BEGIN Information given

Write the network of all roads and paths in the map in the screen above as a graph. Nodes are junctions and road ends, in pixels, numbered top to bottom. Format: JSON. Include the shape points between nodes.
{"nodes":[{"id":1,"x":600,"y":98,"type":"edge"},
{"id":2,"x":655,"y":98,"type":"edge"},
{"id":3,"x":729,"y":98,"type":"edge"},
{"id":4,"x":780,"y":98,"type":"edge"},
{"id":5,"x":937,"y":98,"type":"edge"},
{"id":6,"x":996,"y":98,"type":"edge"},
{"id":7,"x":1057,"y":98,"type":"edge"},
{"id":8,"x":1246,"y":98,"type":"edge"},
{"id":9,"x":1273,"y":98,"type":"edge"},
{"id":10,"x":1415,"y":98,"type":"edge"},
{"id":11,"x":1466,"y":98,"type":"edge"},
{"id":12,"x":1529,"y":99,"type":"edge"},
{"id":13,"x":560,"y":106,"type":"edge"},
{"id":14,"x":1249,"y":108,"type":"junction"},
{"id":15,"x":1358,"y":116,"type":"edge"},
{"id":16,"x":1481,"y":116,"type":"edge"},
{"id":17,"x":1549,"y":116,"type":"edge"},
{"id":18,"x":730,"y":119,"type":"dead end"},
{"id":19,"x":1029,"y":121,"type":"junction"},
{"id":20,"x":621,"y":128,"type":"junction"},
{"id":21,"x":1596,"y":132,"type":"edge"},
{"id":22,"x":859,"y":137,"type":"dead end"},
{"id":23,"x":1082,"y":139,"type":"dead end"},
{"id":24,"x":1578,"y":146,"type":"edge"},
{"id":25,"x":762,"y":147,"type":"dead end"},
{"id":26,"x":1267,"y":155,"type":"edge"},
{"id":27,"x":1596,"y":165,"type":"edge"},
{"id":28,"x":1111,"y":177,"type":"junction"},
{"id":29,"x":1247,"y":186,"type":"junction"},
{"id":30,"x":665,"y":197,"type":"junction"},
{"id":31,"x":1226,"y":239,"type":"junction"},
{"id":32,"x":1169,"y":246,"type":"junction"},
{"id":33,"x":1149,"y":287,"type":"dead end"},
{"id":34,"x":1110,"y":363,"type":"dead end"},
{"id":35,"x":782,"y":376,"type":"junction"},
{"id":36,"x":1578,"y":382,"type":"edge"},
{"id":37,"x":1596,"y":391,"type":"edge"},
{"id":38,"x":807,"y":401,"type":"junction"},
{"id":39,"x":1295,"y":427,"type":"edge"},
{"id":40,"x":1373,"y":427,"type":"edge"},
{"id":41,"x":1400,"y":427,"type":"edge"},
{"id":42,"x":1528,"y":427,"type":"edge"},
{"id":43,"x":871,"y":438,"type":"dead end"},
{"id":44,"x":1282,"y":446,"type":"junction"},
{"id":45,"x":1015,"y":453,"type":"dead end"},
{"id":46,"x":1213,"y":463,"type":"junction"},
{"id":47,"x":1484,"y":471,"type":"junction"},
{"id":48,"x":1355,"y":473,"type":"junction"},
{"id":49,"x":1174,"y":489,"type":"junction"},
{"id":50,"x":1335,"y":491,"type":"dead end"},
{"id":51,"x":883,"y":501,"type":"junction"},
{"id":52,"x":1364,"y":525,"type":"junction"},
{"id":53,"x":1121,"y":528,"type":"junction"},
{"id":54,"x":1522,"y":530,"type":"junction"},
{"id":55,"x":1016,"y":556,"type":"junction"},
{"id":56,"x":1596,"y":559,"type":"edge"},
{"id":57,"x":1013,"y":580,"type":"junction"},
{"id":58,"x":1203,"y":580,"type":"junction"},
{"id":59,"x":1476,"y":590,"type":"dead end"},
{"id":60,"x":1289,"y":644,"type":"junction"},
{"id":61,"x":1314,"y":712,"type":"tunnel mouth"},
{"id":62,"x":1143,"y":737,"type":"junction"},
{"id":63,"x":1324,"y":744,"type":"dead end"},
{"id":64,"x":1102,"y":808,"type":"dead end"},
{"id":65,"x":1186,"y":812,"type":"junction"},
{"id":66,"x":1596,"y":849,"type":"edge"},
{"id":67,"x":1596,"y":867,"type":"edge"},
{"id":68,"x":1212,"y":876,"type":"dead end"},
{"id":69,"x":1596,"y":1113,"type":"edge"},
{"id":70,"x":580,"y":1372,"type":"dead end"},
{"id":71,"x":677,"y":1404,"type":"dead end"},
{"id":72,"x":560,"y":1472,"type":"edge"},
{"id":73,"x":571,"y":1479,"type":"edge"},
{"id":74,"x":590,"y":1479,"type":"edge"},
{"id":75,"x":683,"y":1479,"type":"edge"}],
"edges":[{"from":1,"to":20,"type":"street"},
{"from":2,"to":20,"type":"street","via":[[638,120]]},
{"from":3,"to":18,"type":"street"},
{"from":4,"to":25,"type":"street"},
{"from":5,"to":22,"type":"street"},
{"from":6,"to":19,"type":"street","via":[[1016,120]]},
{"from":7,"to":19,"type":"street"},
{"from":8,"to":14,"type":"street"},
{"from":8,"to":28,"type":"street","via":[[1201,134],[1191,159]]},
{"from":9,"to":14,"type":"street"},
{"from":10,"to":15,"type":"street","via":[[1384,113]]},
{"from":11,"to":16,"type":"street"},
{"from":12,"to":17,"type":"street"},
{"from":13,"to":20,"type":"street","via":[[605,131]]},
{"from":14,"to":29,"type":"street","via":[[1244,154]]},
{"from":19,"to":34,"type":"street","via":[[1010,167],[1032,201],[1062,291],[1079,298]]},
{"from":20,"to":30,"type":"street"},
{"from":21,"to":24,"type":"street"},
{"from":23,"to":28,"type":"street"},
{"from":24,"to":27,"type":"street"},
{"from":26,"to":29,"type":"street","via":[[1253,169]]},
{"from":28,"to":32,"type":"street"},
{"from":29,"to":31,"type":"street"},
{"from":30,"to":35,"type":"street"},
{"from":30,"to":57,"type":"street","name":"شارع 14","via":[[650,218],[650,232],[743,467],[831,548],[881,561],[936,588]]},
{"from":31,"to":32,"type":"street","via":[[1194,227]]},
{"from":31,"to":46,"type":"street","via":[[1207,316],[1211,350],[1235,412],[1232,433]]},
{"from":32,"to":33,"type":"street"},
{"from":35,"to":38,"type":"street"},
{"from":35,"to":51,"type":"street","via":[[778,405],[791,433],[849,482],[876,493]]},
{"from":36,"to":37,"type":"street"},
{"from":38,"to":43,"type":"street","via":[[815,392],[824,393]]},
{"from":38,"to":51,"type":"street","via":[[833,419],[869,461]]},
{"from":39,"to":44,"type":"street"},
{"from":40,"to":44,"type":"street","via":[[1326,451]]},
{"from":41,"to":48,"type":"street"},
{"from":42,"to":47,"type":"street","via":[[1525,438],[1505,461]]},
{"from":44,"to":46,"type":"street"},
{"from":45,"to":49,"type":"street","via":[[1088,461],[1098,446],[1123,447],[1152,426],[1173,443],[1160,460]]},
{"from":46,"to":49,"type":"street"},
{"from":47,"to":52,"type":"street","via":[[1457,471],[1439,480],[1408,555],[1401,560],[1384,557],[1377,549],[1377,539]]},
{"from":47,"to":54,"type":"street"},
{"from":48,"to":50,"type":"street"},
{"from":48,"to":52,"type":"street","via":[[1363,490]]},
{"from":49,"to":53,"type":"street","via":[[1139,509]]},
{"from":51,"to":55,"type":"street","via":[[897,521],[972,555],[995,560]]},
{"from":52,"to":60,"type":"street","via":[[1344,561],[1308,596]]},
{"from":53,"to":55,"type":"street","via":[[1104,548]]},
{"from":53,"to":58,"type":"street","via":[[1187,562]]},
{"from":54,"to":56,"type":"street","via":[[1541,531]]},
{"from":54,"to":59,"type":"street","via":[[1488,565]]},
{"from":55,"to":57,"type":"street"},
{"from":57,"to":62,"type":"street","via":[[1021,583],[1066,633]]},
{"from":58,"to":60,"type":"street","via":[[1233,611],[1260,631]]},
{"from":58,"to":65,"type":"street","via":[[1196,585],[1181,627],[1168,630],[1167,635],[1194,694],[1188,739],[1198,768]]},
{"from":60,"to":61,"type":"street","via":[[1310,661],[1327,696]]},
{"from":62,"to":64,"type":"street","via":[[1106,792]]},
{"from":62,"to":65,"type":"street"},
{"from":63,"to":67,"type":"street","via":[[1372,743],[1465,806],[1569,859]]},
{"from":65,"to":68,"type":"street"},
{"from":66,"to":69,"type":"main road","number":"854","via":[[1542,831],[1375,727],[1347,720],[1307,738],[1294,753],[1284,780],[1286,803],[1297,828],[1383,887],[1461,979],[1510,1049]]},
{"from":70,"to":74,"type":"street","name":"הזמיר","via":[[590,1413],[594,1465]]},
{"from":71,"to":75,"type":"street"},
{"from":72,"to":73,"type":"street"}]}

END Information given

Problem description: Take every line from the data above that holds "nodes" and copy it out.

Exercise response:
Write the network of all roads and paths in the map in the screen above as a graph. Nodes are junctions and road ends, in pixels, numbered top to bottom. Format: JSON. Include the shape points between nodes.
{"nodes":[{"id":1,"x":600,"y":98,"type":"edge"},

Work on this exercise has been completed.